The word came just a day after the family said in court documents it believed the entertainer had died without a valid will and moved to take control over his estate.
The will was created in July 2002 and it named as executors Jackson's longtime lawyer John Branca and John McClain, a music executive and a family friend, said the person, who spoke on condition of anonymity because he was not authorized to speak on the topic. The Jackson family and its lawyers are reviewing the document, the person said.
Judge Mitchell Beckloff granted 79-year-old Katherine Jackson, the singer's mother, temporary guardianship of his three children, who range in age from 7 to 12.
In other Jackson news on Tuesday:
• The Associated Press revealed documents that show Jackson claimed to have a net worth of $236 million as of March 31, 2007. Jackson had $567.6 million in assets, including his Neverland Ranch, his share of the Sony/ATV Music Publishing catalog that includes the rights to songs by the Beatles, and an assortment of cars, antiques and collectibles, according to a statement of financial condition prepared by accounting firm Thompson, Cobb, Bazilio & Associates of Washington.
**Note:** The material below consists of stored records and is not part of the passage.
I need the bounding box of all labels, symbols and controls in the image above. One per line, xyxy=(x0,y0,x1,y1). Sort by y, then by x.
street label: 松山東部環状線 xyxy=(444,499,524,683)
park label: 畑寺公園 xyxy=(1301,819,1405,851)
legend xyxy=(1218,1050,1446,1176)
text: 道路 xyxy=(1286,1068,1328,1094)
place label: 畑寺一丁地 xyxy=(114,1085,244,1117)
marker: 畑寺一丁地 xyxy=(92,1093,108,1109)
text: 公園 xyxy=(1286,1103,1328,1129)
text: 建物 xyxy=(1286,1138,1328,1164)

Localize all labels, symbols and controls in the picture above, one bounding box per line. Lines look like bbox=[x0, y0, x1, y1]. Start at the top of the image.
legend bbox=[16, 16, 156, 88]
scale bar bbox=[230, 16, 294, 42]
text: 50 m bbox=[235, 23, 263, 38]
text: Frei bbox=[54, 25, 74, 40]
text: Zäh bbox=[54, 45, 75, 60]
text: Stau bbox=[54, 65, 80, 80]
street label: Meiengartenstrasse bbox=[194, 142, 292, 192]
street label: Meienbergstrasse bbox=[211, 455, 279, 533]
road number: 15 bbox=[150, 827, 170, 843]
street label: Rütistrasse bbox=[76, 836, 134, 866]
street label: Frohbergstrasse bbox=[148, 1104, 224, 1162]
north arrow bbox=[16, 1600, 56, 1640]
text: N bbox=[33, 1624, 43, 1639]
The five-page report says Jackson had debts of $331 million, leaving him with a net worth of $236.6 million. Highlighting his shaky financial health, the singer known for his lavish shopping sprees had just $668,215 in cash, according to the report.
• Both TMZ and Us reported that Jackson's children with Debbie Rowe — Michael Jr. (the one known as Prince) and Paris — are not his biological children. Us says the father is apparently Dr. Arnold Klein, Jackson's dermatologist and Rowe's former employer. TMZ says that Rowe was simply the surrogate mother for Michael Jr. and Paris, and that the surrogate for the youngest child, Prince Michael II (the one known as Blanket), never knew who the receiving parent was, and Jackson wasn't the biological dad of that child, either.
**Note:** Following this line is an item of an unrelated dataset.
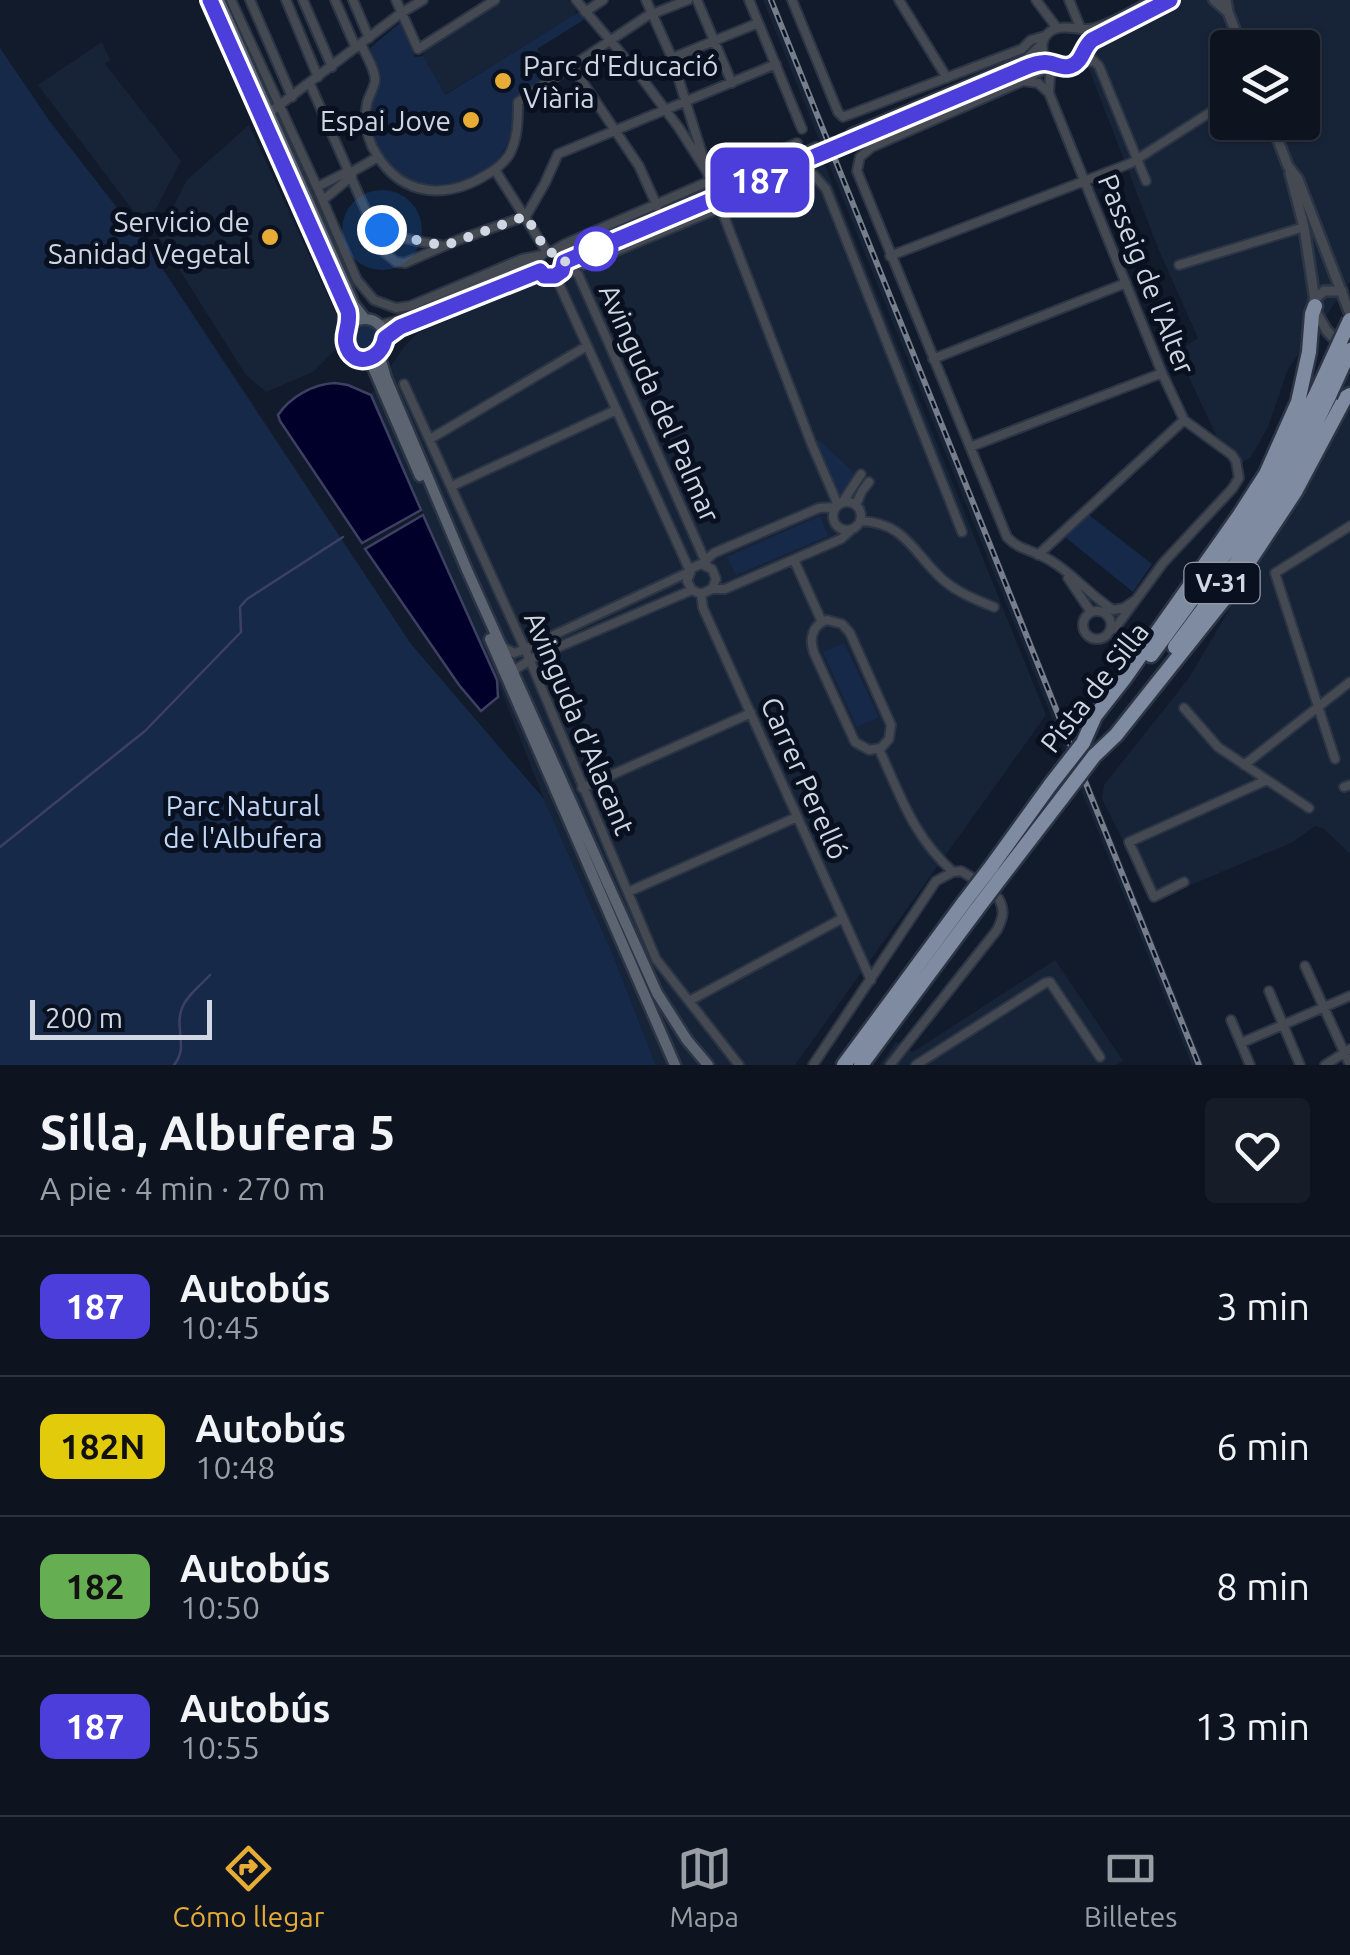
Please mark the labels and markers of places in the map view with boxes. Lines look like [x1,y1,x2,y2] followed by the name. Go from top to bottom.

• Jackson was so distraught over persistent insomnia in recent months that he pleaded for a powerful sedative despite warnings it could be harmful, says a nutritionist who worked with the singer. Cherilyn Lee, a registered nurse, said Tuesday that she repeatedly rejected his demands for Diprivan, which is given intravenously. But a frantic phone call she received from Jackson four days before his death made her fear that he somehow obtained Diprivan or another drug to induce sleep, Lee said. While in Florida on June 21, Lee was contacted by a member of Jackson's staff. "I said, 'Tell him he needs to go to the hospital. I don't know what's going on, but he needs to go to the hospital … right away.' " Jackson did not go to the hospital.
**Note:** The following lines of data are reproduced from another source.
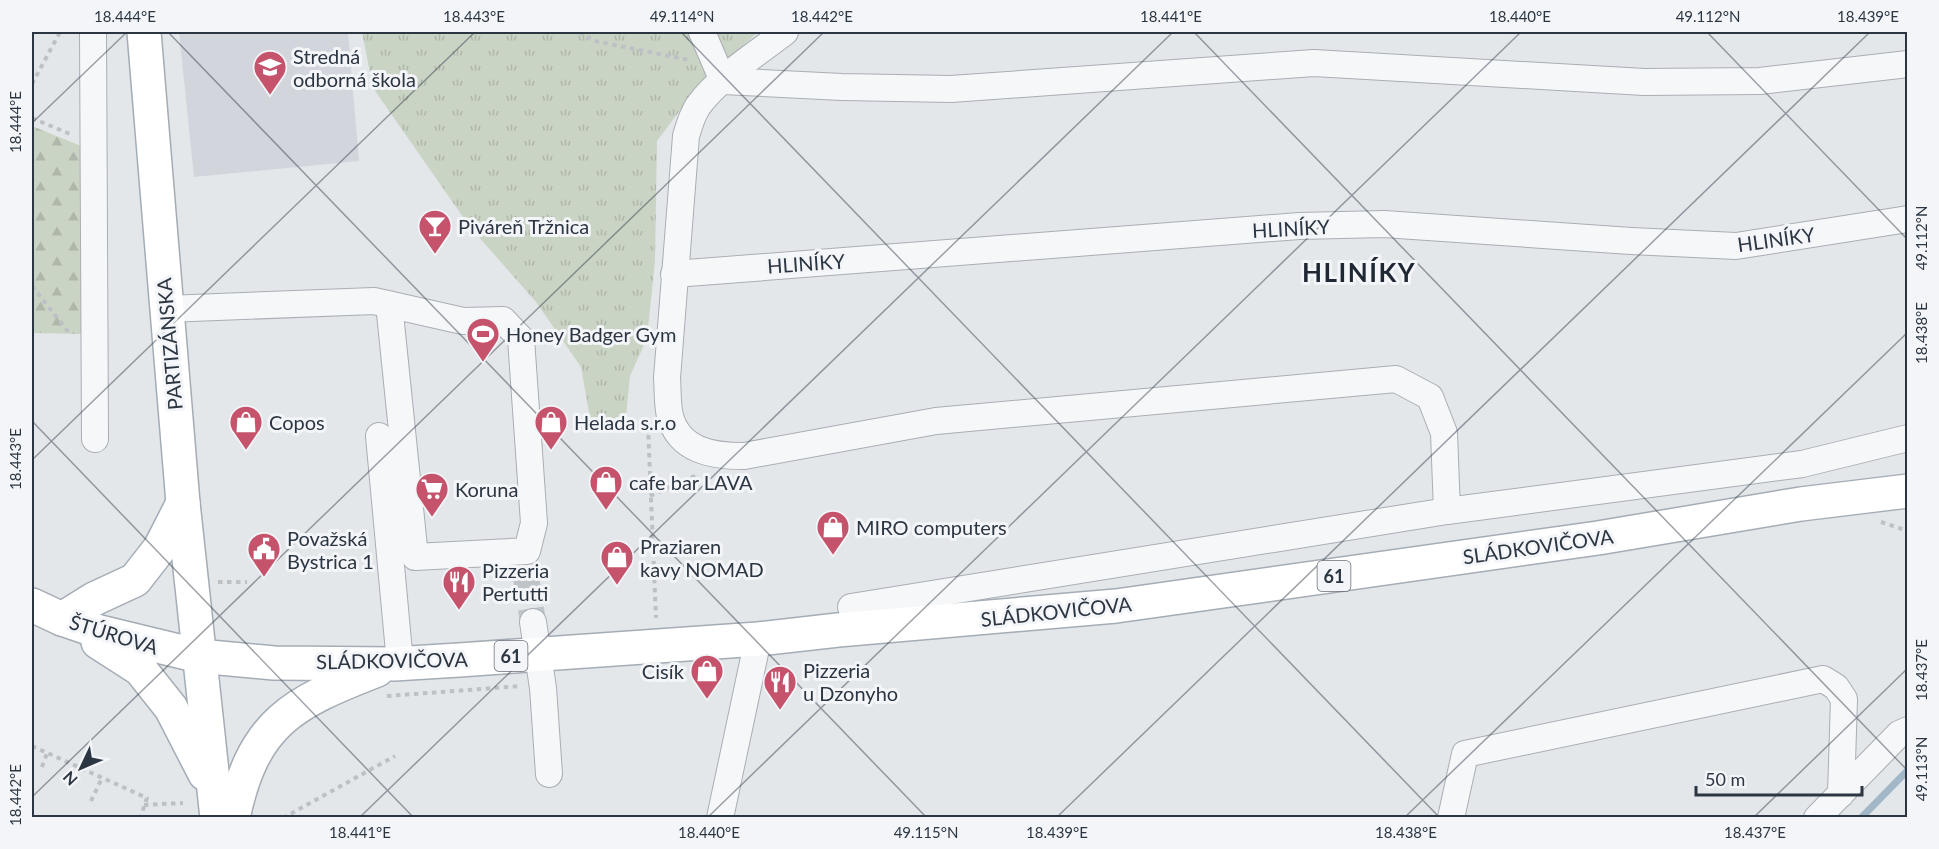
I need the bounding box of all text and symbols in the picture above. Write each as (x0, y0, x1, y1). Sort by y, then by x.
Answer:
text: 18.444°E (94, 7, 156, 25)
text: 18.443°E (443, 7, 505, 25)
text: 49.114°N (650, 7, 714, 25)
text: 18.442°E (791, 7, 853, 25)
text: 18.441°E (1140, 7, 1202, 25)
text: 18.440°E (1489, 7, 1551, 25)
text: 49.112°N (1676, 7, 1740, 25)
text: 18.439°E (1837, 7, 1899, 25)
place label: Stredná odborná škola (293, 44, 416, 91)
school or university icon: Stredná odborná škola (252, 49, 288, 96)
text: 18.444°E (6, 91, 24, 153)
text: 49.112°N (1912, 206, 1930, 270)
bar icon: Piváreň Tržnica (417, 208, 453, 255)
place label: Piváreň Tržnica (458, 214, 589, 238)
street label: HLINÍKY (1252, 214, 1331, 242)
street label: HLINÍKY (1736, 222, 1817, 256)
street label: HLINÍKY (766, 248, 846, 278)
district label: HLINÍKY (1302, 256, 1416, 288)
street label: PARTIZÁNSKA (151, 276, 187, 411)
text: 18.438°E (1912, 302, 1930, 364)
sports icon: Honey Badger Gym (465, 316, 501, 363)
place label: Honey Badger Gym (506, 322, 676, 346)
shop icon: Copos (228, 404, 264, 451)
shop icon: Helada s.r.o (533, 404, 569, 451)
place label: Copos (269, 410, 325, 434)
place label: Helada s.r.o (574, 410, 676, 434)
text: 18.443°E (6, 428, 24, 490)
shop icon: cafe bar LAVA (588, 464, 624, 511)
place label: cafe bar LAVA (629, 470, 753, 494)
supermarket icon: Koruna (414, 471, 450, 518)
place label: Koruna (455, 477, 518, 501)
shop icon: MIRO computers (815, 509, 851, 556)
place label: MIRO computers (856, 515, 1007, 539)
street label: SLÁDKOVIČOVA (1461, 523, 1615, 568)
place label: Považská Bystrica 1 (287, 526, 374, 573)
public building icon: Považská Bystrica 1 (246, 531, 282, 578)
place label: Praziaren kavy NOMAD (640, 534, 764, 581)
shop icon: Praziaren kavy NOMAD (599, 539, 635, 586)
place label: Pizzeria Pertutti (482, 558, 549, 605)
road number: 61 (1318, 561, 1350, 591)
restaurant icon: Pizzeria Pertutti (441, 564, 477, 611)
street label: SLÁDKOVIČOVA (979, 591, 1133, 631)
street label: ŠTÚROVA (67, 609, 162, 659)
text: 18.437°E (1912, 639, 1930, 701)
road number: 61 (494, 641, 528, 671)
street label: SLÁDKOVIČOVA (316, 647, 469, 673)
shop icon: Cisík (689, 653, 725, 700)
place label: Pizzeria u Dzonyho (803, 658, 898, 705)
place label: Cisík (642, 659, 685, 683)
restaurant icon: Pizzeria u Dzonyho (762, 664, 798, 711)
text: 49.113°N (1912, 737, 1930, 801)
north arrow (51, 738, 111, 798)
scale bar (1696, 759, 1862, 797)
text: 18.442°E (6, 764, 24, 826)
text: N (59, 768, 81, 790)
text: 50 m (1705, 768, 1745, 790)
text: 18.441°E (329, 823, 391, 841)
text: 18.440°E (678, 823, 740, 841)
text: 49.115°N (894, 823, 958, 841)
text: 18.439°E (1026, 823, 1088, 841)
text: 18.438°E (1375, 823, 1437, 841)
text: 18.437°E (1724, 823, 1786, 841)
• Fans converged on Harlem's Apollo Theater for a public tribute to the performer, clutching photographs, cheering and dancing to his music at the legendary venue that launched the onetime child star's career. "Michael made young men and women all over the world imitate us," the Rev. Al Sharpton said, adding that Jackson "smashed the barriers of segregated music."
• Internet video research firm Visible Measures said Jackson's music video for Thriller has been watched more than 8.5 million times online since his death.
• The promoter who booked Jackson for a sold-out comeback tour in London said footage of the singer's rehearsals may be released, and an all-star tribute show is likely to take place.
• Jackson and Will.i.am of the Black Eyed Peas had completed work on a new album shortly before the singer's death, Britain's Mirror reported. "It's something Michael has never done before — a dance music album," Will.i.am told the Mirror.